In 2010/11, because the mature willows were seen as a hazard to children playing on the site and were too big for one man operations, it was decided to try to recover the area and bring the trees back under control.  The subsequent works proved too much for one season and were reined in.   On advice from English Heritage, recovery of the site back to its less overgrown state was later undertaken to reveal the remaining works.  In 2013 two of the information boards were refurbished but the third was beyond recovery.  By 2014 the 4 rail fence had rotted beyond repair and was removed..

Anyone interested in assisting in the plans or in volunteer workdays would be most welcome and should contact the Clerk.

Text based on a brief written by Bill Goodhand, vice chairman Welbourn Parish Council.

BCW 2000;   updated Jan 2011 and 2015  M McB.

 

Archaeology

Castle Hill Archaelogical Evaluation undertaken 7th. & 8th. October 2000
Carried out by Archaelogical Project Services.

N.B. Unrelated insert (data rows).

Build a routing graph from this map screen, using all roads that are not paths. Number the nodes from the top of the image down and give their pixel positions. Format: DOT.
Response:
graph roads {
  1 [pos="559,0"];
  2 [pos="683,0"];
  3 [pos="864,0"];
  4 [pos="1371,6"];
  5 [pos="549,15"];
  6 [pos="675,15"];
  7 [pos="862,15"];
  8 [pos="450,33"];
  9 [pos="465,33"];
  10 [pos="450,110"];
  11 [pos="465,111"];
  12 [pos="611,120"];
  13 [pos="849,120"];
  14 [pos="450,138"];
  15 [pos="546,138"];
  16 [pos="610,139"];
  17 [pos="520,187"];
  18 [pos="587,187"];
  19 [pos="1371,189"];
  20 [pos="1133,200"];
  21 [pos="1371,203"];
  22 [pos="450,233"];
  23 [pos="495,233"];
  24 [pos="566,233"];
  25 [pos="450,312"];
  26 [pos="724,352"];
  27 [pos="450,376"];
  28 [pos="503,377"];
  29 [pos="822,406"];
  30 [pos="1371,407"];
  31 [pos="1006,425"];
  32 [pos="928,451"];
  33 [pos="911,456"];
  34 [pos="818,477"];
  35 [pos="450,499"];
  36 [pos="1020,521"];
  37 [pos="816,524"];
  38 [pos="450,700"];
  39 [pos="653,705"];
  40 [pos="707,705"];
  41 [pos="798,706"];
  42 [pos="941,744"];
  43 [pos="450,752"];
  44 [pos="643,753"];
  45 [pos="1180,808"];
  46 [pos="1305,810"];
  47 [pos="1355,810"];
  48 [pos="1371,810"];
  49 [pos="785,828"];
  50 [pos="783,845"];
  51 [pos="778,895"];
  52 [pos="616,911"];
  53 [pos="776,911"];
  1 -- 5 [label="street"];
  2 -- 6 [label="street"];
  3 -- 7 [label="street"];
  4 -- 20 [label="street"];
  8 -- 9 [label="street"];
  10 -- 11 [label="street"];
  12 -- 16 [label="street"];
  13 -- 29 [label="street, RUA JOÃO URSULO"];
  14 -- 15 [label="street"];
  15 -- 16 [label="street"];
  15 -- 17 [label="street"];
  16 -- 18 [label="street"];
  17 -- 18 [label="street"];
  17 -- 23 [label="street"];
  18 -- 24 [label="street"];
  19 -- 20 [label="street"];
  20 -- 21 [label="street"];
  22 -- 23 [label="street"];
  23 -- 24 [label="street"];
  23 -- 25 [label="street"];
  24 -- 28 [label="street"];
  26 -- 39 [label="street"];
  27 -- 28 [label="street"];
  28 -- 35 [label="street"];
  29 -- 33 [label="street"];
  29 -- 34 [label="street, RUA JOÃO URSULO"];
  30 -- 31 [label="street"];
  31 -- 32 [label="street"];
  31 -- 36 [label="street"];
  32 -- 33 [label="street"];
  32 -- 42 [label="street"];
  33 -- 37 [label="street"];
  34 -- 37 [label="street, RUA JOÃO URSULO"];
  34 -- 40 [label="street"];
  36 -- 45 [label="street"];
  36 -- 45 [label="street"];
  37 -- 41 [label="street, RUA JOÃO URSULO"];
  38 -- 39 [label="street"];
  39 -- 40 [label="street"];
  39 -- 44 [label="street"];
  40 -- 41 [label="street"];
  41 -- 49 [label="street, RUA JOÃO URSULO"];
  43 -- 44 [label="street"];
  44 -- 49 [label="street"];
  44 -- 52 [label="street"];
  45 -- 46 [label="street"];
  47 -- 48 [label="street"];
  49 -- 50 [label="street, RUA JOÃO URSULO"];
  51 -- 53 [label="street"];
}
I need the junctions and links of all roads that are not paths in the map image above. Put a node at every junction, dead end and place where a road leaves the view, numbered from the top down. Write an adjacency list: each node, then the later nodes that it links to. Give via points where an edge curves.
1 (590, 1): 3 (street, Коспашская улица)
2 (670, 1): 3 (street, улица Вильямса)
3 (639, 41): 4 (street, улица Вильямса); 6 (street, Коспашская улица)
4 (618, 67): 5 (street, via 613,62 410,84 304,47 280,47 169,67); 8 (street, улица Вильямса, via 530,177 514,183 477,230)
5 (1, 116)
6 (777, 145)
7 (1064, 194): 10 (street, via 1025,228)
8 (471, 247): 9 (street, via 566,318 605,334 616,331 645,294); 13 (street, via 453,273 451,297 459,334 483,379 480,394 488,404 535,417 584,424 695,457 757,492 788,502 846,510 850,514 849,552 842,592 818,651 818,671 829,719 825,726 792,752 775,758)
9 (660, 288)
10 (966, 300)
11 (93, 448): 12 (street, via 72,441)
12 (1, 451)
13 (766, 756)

An archaeological evaluation comprising a programme of trial trenching and augering was undertaken in order to assess the presence and character of the archaeological resource within the Scheduled Ancient Monument of Welbourn Castle, Lincolnshire.
Previous geophysical survey identified structures, walls and rubble spreads at the site, which is considered to be of medieval date.
see also: http://archaeologydataservice.ac.uk/catalogue/ads 

Stamford ware pottery of the 10th - 12th century was retrieved from the site and indicates activity dating either, prior to or from the period of the castle's initial construction. The investigation revealed that the geophysical signals in part of the site were produced by wall tumble and ditches dated to the 13th-14th century with further features, including a probable perimeter rampart of clay, also being recorded.

The retrieved artefacts are indicative of a medieval domestic assemblage. Demolition rubble was recorded within the trenches confirming the abandonment of the site after this period. Robber trenches suggest that the stone was removed probably to be used within the village. Limestone rubble recorded at the base of the auger holes probably relates to this period of demolition and abandonment when rubble would have been tipped down the earthwork.

A dearth of finds dating to the post-medieval period suggests that the site remained abandoned until the 18th- 20th century, when the site appears to have been used for agricultural purposes and more recently the tipping of modern waste.